When Integrity is Missing

You know that person who says they will do something and then doesn’t do it? The one who says he’ll be at your place at 10:00, then shows up 15 minutes – or an hour – late. Or the one who says she’ll email you that document as soon as she gets back to the office but you still haven’t received it by the next afternoon?

I was annoyed with both of those people, which didn’t change a thing, of course. I knew I needed to follow up – to let both of them know that what they promised did not match their actions. But I didn’t want to hear their explanations. I just wanted to point out the gap between promise and performance, and figure out how to get things to match better in the future. If you know a nice way to do this, let me know.

The other thing is that those broken agreements are also my bad. Agreements always have 2 ends, and I am at one of them. Did I not get a good promise? Did I not let them know their being prompt mattered to me? With the person who showed up late, I failed to let them know I had a meeting to get to, and hoped they would be on time. With the person who promised the email document, I didn’t tell them I had promised to forward it to someone else. I had to revoke that promise and make the request again.

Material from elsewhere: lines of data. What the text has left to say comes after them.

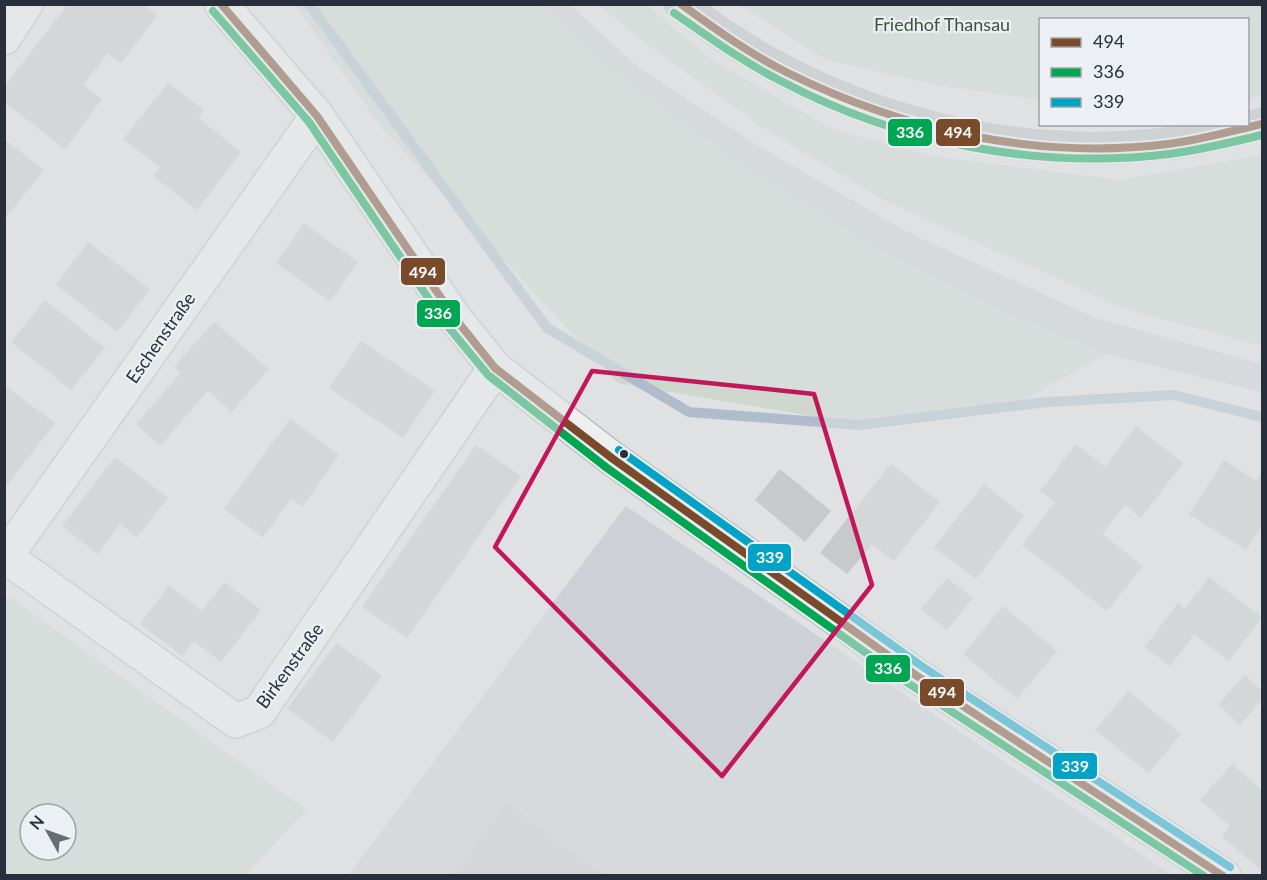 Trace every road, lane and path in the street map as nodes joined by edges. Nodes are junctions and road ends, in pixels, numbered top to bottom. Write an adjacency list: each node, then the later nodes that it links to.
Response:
1 (26, 4): 4 (street)
2 (221, 4): 5 (street)
3 (680, 4): 6 (main road)
4 (4, 38)
5 (317, 116): 7 (street); 8 (street, Eschenstraße)
6 (1263, 124)
7 (495, 368): 8 (street, Birkenstraße); 9 (street)
8 (5, 558)
9 (1224, 876)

Letting people know WHY something matters to you makes a difference because it underlines the importance of the agreement. When people know it matters, they raise their attention a bit. I dropped that ball.

It also occurred to me to do a bit of housekeeping with my own agreements. I looked over my schedule and my Due List (it used to be a To Do List, but my husband pointed out that I needed to practice what I preach and list the “deliverables” and who will get them). Sure enough, I saw several places where I had let something slip past the due date. So I had some cleanup to do myself.

Integrity is about honoring agreements. First, I need to have a good agreement – clean and clear about what will be delivered, and when, and why it matters. Second, I need to schedule whatever work is required in order to keep that agreement. Third, I need to put that schedule and agreement where I will see it, instead of putting it in a file folder under my desk or something. OK: Agreement, Schedule, Visible. Lesson learned.